** Exercise requirements **
Which lines of the material contain the word "main"? Show each one.

** Source data **

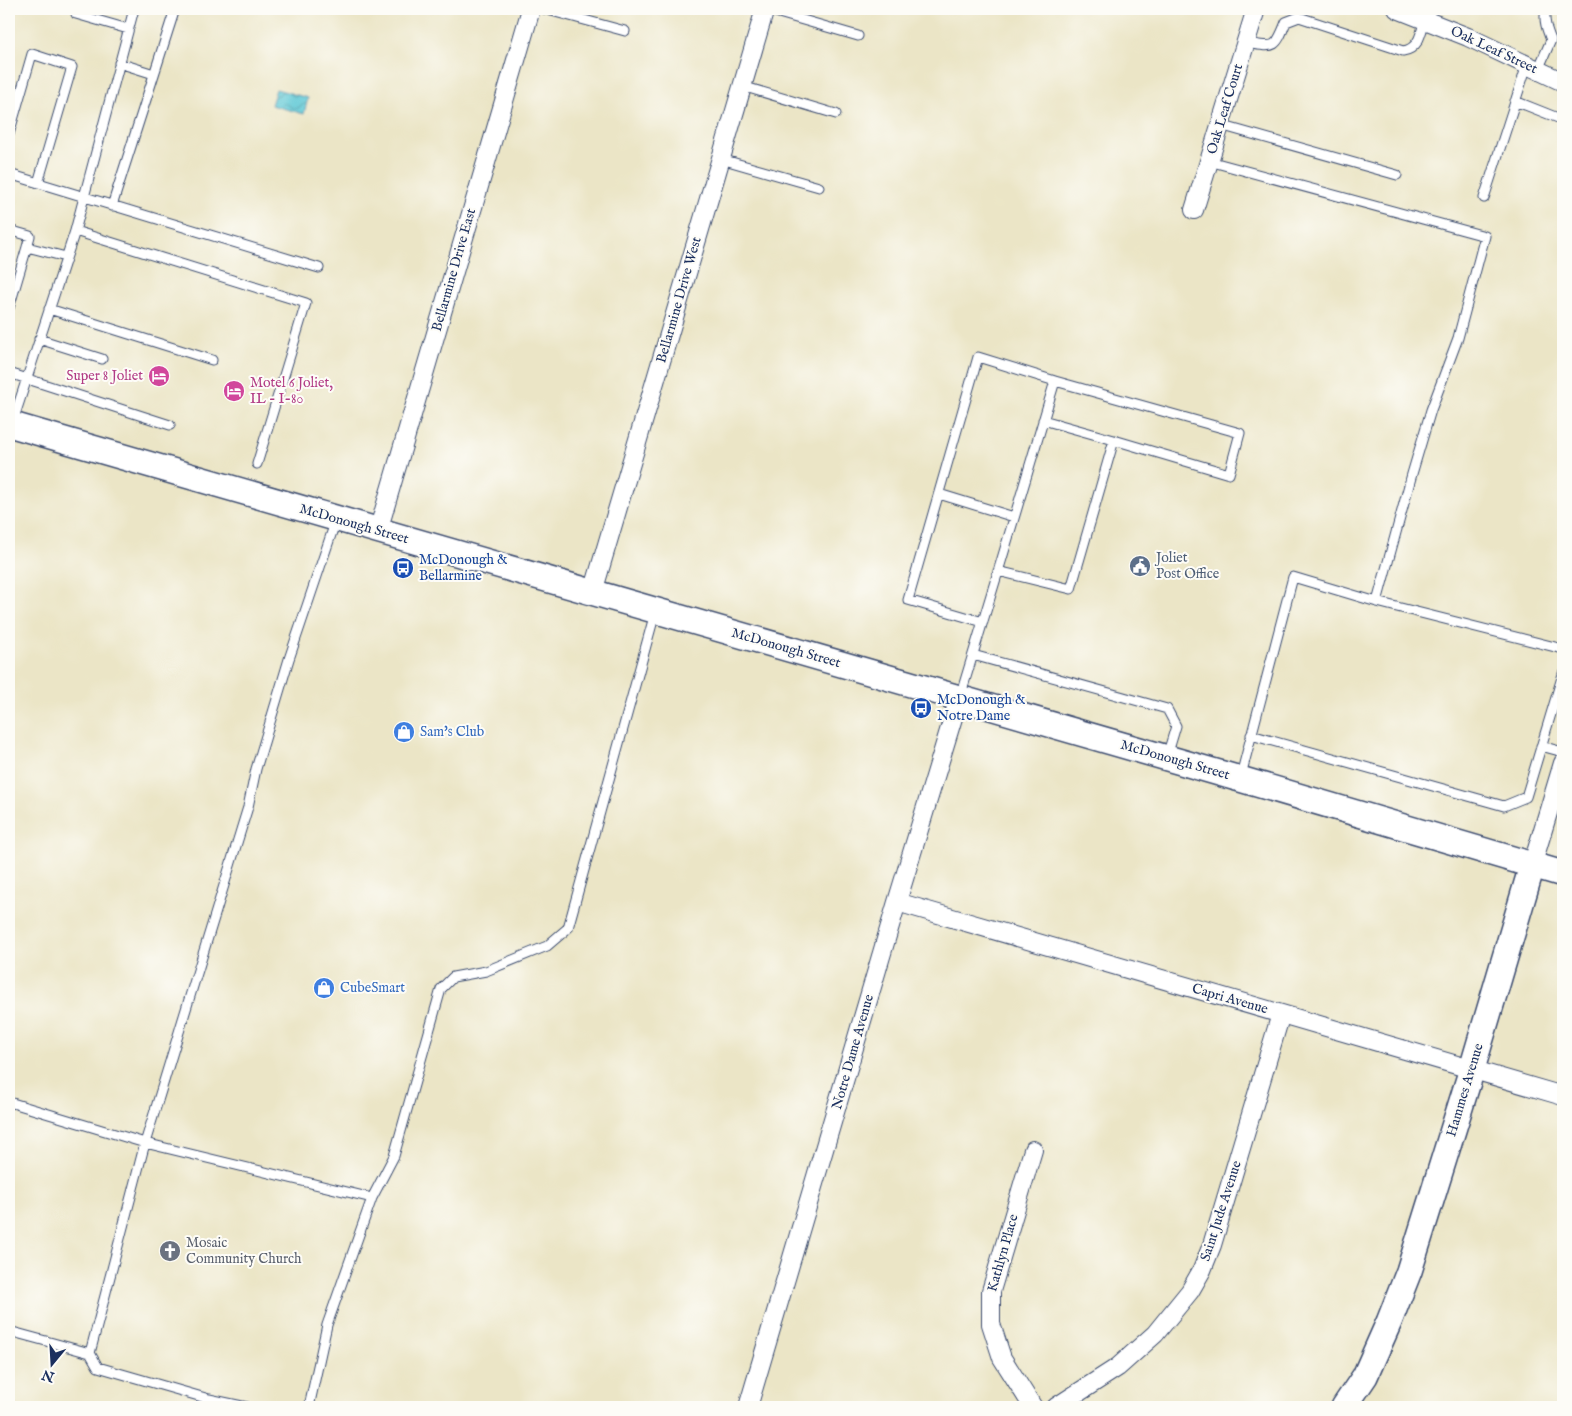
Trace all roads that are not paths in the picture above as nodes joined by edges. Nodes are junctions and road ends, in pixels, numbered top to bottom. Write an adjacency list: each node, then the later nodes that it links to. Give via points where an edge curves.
1 (81, 9): 11 (lane, via 76,14)
2 (134, 9): 11 (lane)
3 (175, 9): 17 (lane)
4 (531, 9): 56 (street, Bellarmine Drive East)
5 (544, 9): 12 (lane)
6 (765, 9): 13 (lane); 19 (street, Bellarmine Drive West)
7 (1256, 9): 14 (street, Oak Leaf Court)
8 (1397, 9): 10 (street, Oak Leaf Street)
9 (1546, 9): 16 (lane, via 1546,28 1551,40)
10 (1426, 19): 14 (lane, via 1416,46 1403,51 1299,17 1286,22 1279,41 1274,45); 16 (street, Oak Leaf Street)
11 (128, 29): 15 (lane)
12 (625, 32)
13 (858, 36)
14 (1245, 44): 23 (street, Oak Leaf Court)
15 (119, 63): 17 (lane); 31 (lane)
16 (1533, 67): 18 (street, Oak Leaf Street); 20 (lane)
17 (154, 74): 33 (lane)
18 (1563, 82)
19 (742, 86): 21 (lane); 25 (street, Bellarmine Drive West)
20 (1515, 102): 22 (lane); 32 (lane)
21 (836, 114)
22 (1563, 120)
23 (1220, 125): 26 (street, Oak Leaf Court); 28 (lane)
24 (9, 134): 29 (lane, via 32,54 72,67)
25 (721, 159): 30 (lane); 58 (street, Bellarmine Drive West)
26 (1209, 160): 34 (street, Oak Leaf Court); 59 (lane, via 1485,236 1458,338 1431,410)
27 (9, 174): 29 (lane)
28 (1397, 175)
29 (38, 183): 31 (lane)
30 (819, 187)
31 (84, 198): 33 (lane); 36 (lane)
32 (1484, 198)
33 (112, 206): 39 (lane)
34 (1194, 210)
35 (9, 230): 37 (lane, via 30,236)
36 (75, 231): 38 (lane); 52 (lane, via 306,303)
37 (27, 247): 38 (lane); 40 (lane)
38 (66, 257): 41 (lane)
39 (320, 268)
40 (9, 308)
41 (49, 309): 42 (lane); 44 (lane)
42 (39, 339): 43 (lane); 46 (lane)
43 (102, 359)
44 (212, 360)
45 (9, 373): 46 (lane)
46 (26, 379): 49 (lane); 50 (lane)
47 (1055, 381): 48 (lane); 51 (lane, via 1240,433 1228,474); 53 (lane, via 978,357)
48 (1043, 420): 51 (lane); 54 (lane)
49 (10, 424): 55 (street, McDonough Street)
50 (170, 425)
51 (1114, 440): 57 (lane, via 1071,589)
52 (257, 464)
53 (939, 494): 54 (lane); 61 (lane, via 908,600)
54 (1014, 516): 57 (lane)
55 (336, 519): 56 (street, McDonough Street); 79 (lane, via 289,658 245,817)
56 (378, 531): 58 (street, McDonough Street)
57 (998, 571): 61 (lane)
58 (593, 592): 60 (street, McDonough Street)
59 (1377, 602): 62 (lane); 66 (lane, via 1293,577)
60 (656, 610): 65 (street, McDonough Street); 81 (lane, via 568,928 547,946 486,970 454,977 441,989 394,1156)
61 (983, 622): 63 (lane)
62 (1563, 649)
63 (973, 655): 65 (lane); 69 (lane, via 1167,709 1176,726)
64 (1563, 674): 67 (lane)
65 (960, 698): 69 (street, McDonough Street); 74 (street, Notre Dame Avenue)
66 (1251, 735): 67 (lane, via 1504,806 1526,797); 71 (lane)
67 (1541, 746): 68 (lane)
68 (1563, 752)
69 (1167, 758): 71 (street, McDonough Street)
70 (1562, 768): 72 (street, Hammes Avenue)
71 (1240, 779): 72 (street, McDonough Street)
72 (1532, 866): 73 (street, McDonough Street); 76 (street, Hammes Avenue)
73 (1563, 874)
74 (897, 902): 75 (street, Capri Avenue); 86 (street, Notre Dame Avenue)
75 (1281, 1014): 76 (street, Capri Avenue); 88 (street, Saint Jude Avenue, via 1212,1245 1190,1292 1155,1334 1118,1367)
76 (1472, 1069): 77 (street, Capri Avenue); 89 (street, Hammes Avenue, via 1409,1271 1365,1376)
77 (1563, 1096)
78 (9, 1102): 79 (lane)
79 (145, 1143): 81 (lane); 83 (lane)
80 (1033, 1150): 87 (street, Kathlyn Place, via 991,1291 991,1324 1002,1358)
81 (372, 1198): 85 (lane, via 327,1325)
82 (9, 1331): 83 (lane)
83 (90, 1354): 84 (lane, via 98,1367)
84 (247, 1407)
85 (309, 1407)
86 (748, 1407)
87 (1033, 1407)
88 (1056, 1407)
89 (1344, 1407)

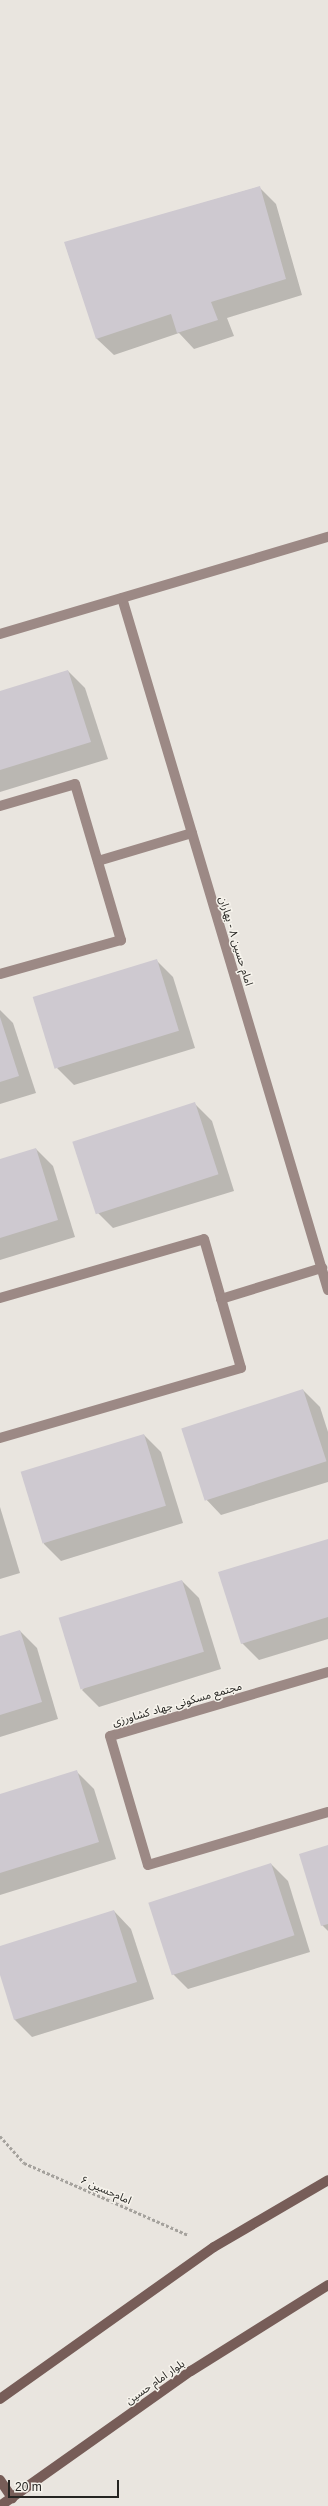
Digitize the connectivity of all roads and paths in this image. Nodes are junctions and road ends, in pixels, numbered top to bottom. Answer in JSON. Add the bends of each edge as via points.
{"nodes":[{"id":1,"x":328,"y":537,"type":"edge"},
{"id":2,"x":122,"y":598,"type":"junction"},
{"id":3,"x":0,"y":634,"type":"edge"},
{"id":4,"x":0,"y":806,"type":"edge"},
{"id":5,"x":192,"y":834,"type":"junction"},
{"id":6,"x":98,"y":861,"type":"junction"},
{"id":7,"x":0,"y":974,"type":"edge"},
{"id":8,"x":322,"y":1268,"type":"junction"},
{"id":9,"x":328,"y":1290,"type":"edge"},
{"id":10,"x":0,"y":1298,"type":"edge"},
{"id":11,"x":221,"y":1299,"type":"junction"},
{"id":12,"x":0,"y":1438,"type":"edge"},
{"id":13,"x":328,"y":1672,"type":"edge"},
{"id":14,"x":328,"y":1812,"type":"edge"},
{"id":15,"x":0,"y":2136,"type":"edge"},
{"id":16,"x":328,"y":2180,"type":"edge"},
{"id":17,"x":214,"y":2247,"type":"junction"},
{"id":18,"x":328,"y":2285,"type":"edge"},
{"id":19,"x":0,"y":2399,"type":"edge"},
{"id":20,"x":0,"y":2480,"type":"edge"},
{"id":21,"x":12,"y":2498,"type":"junction"},
{"id":22,"x":0,"y":2506,"type":"edge"}],
"edges":[{"from":1,"to":2,"type":"street"},
{"from":2,"to":3,"type":"street"},
{"from":2,"to":5,"type":"street","name":"امام حسین ۸ - بهاران"},
{"from":4,"to":6,"type":"street","via":[[75,784]]},
{"from":5,"to":6,"type":"street"},
{"from":5,"to":8,"type":"street","name":"امام حسین ۸ - بهاران"},
{"from":6,"to":7,"type":"street","via":[[121,940]]},
{"from":8,"to":9,"type":"street","name":"امام حسین ۸ - بهاران"},
{"from":8,"to":11,"type":"street"},
{"from":10,"to":11,"type":"street","via":[[204,1238]]},
{"from":11,"to":12,"type":"street","via":[[241,1368]]},
{"from":13,"to":14,"type":"street","name":"مجتمع مسکونی جهاد کشاورزی","via":[[110,1736],[148,1865]]},
{"from":15,"to":17,"type":"path","name":"امام‌حسین ۶","via":[[24,2164]]},
{"from":16,"to":17,"type":"main road"},
{"from":17,"to":19,"type":"main road"},
{"from":18,"to":21,"type":"main road","name":"بلوار امام حسین","via":[[190,2371]]},
{"from":20,"to":21,"type":"main road"},
{"from":21,"to":22,"type":"main road","name":"بلوار امام حسین"}]}
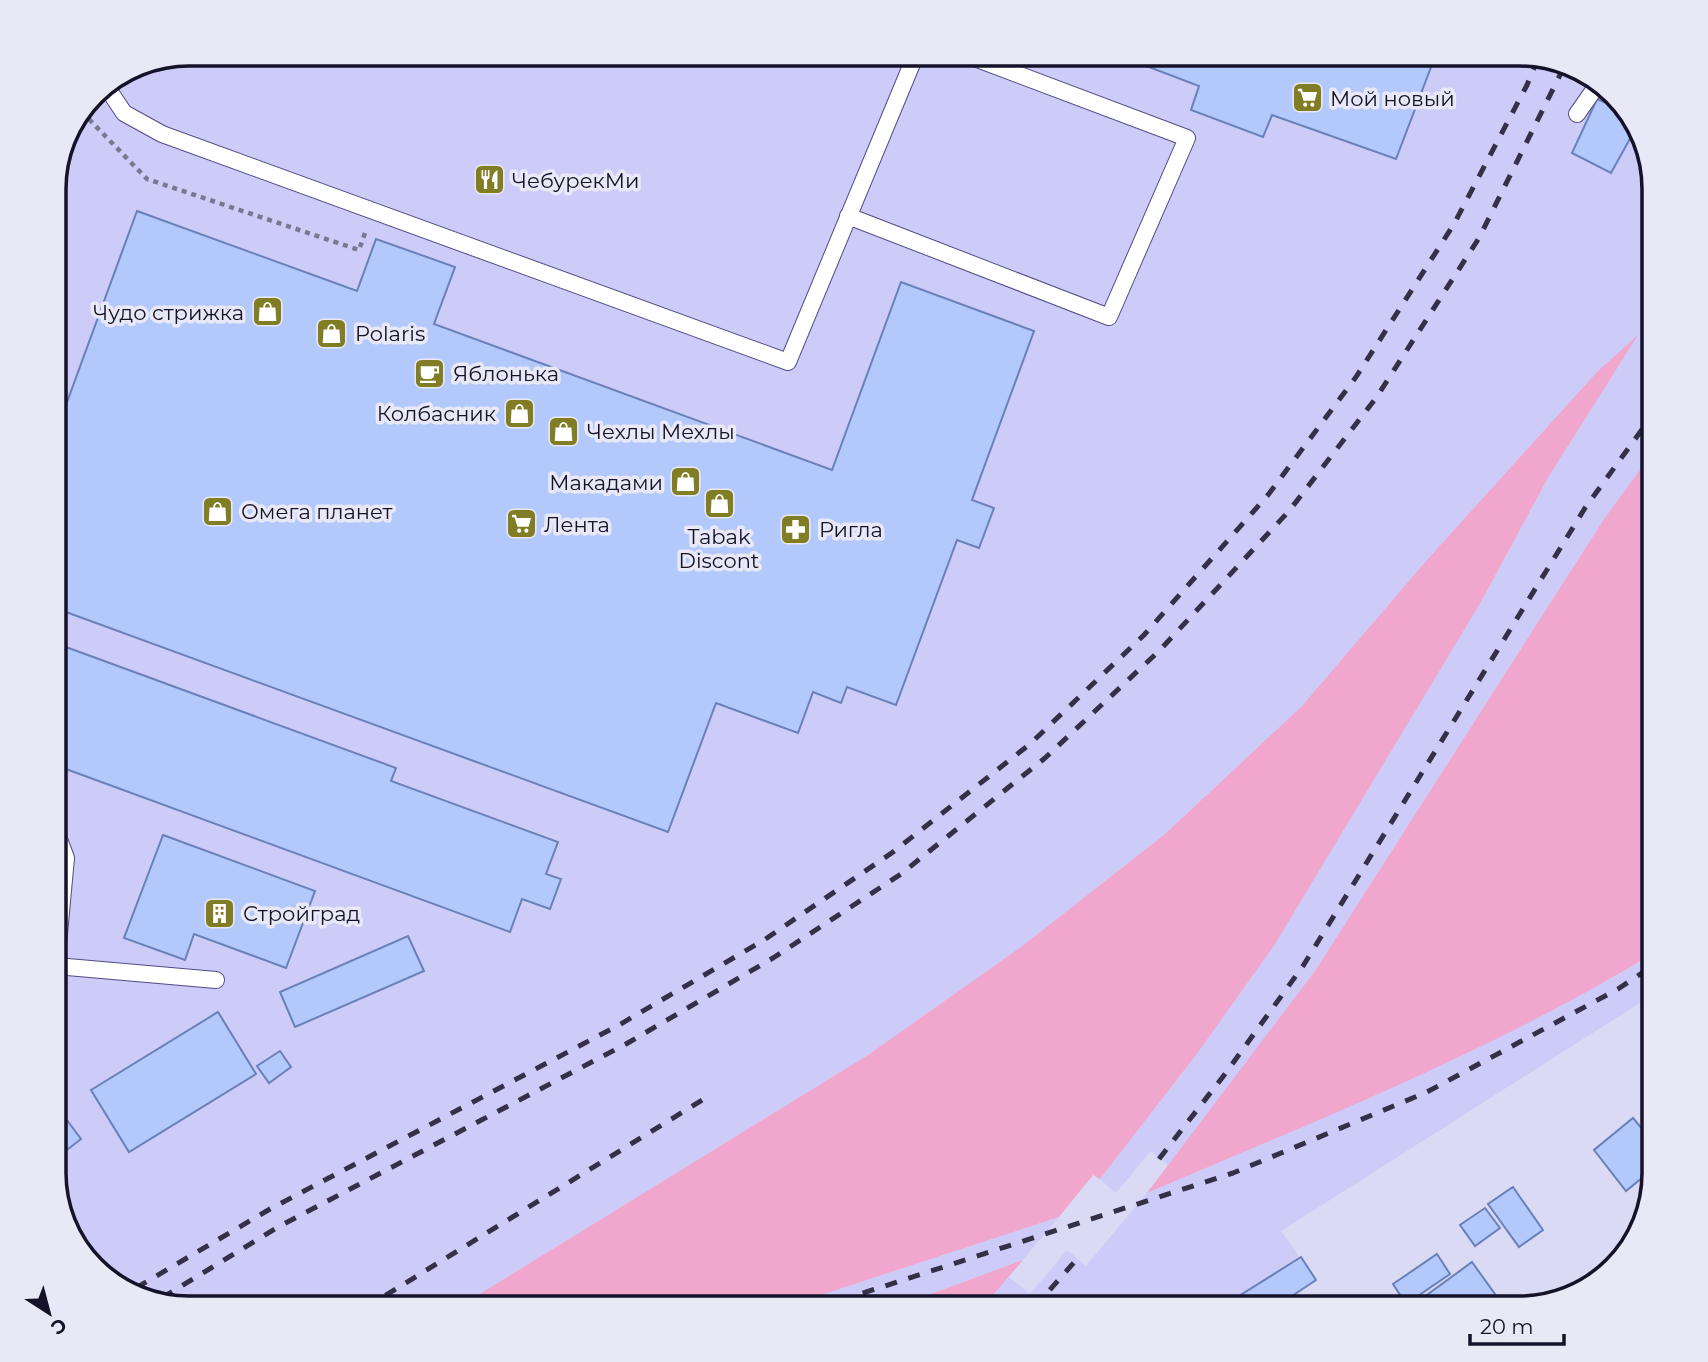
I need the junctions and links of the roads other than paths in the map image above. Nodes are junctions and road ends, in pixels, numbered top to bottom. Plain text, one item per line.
1 (911, 66) edge
2 (997, 66) edge
3 (1593, 92) edge
4 (112, 94) edge
5 (1577, 114) dead end
6 (848, 216) junction
7 (67, 969) edge
8 (216, 979) dead end

1 - 6 lane
2 - 6 lane
3 - 5 lane
4 - 6 lane
7 - 8 lane

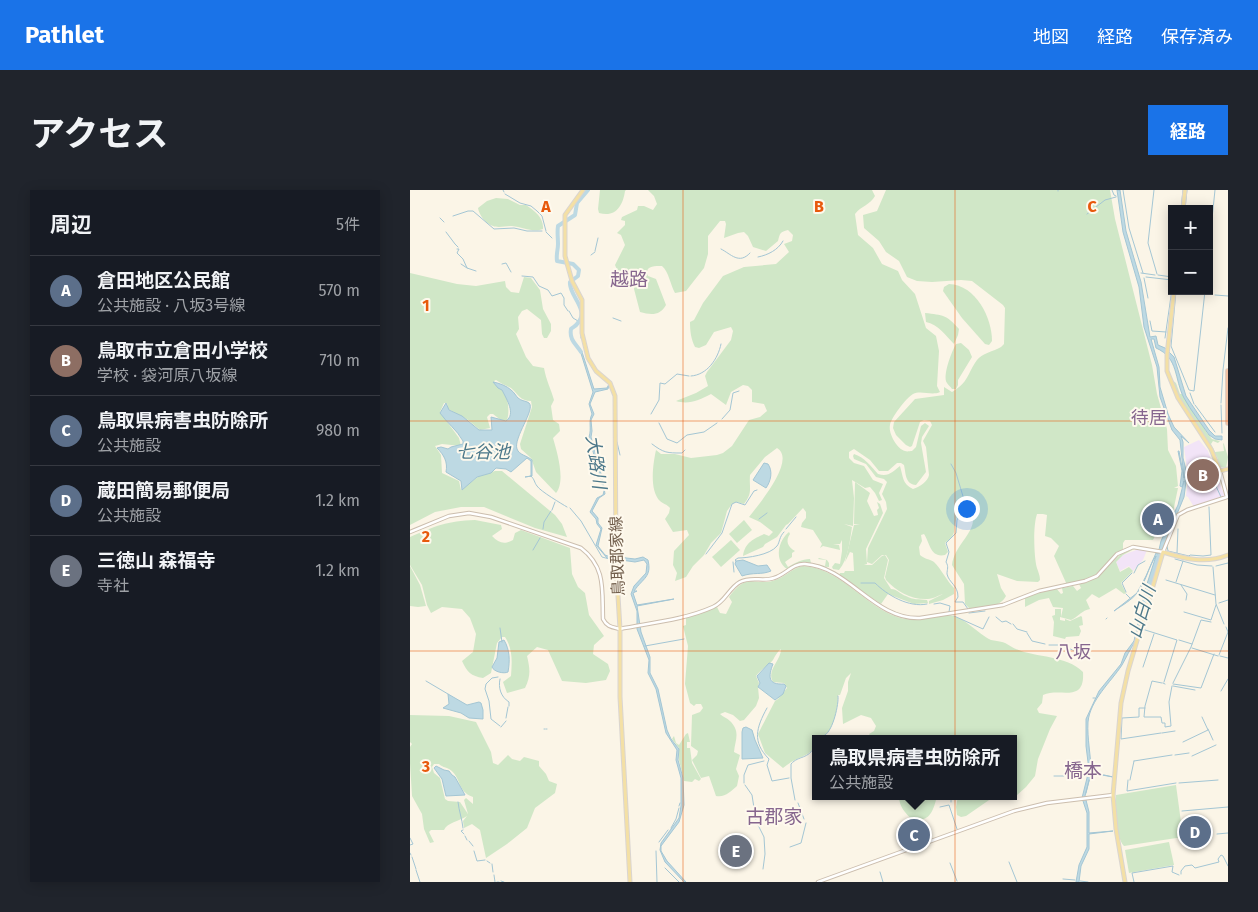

** Answer for this exercise **
{"from":16,"to":17,"type":"main road"},
{"from":17,"to":19,"type":"main road"},
{"from":18,"to":21,"type":"main road","name":"بلوار امام حسین","via":[[190,2371]]},
{"from":20,"to":21,"type":"main road"},
{"from":21,"to":22,"type":"main road","name":"بلوار امام حسین"}]}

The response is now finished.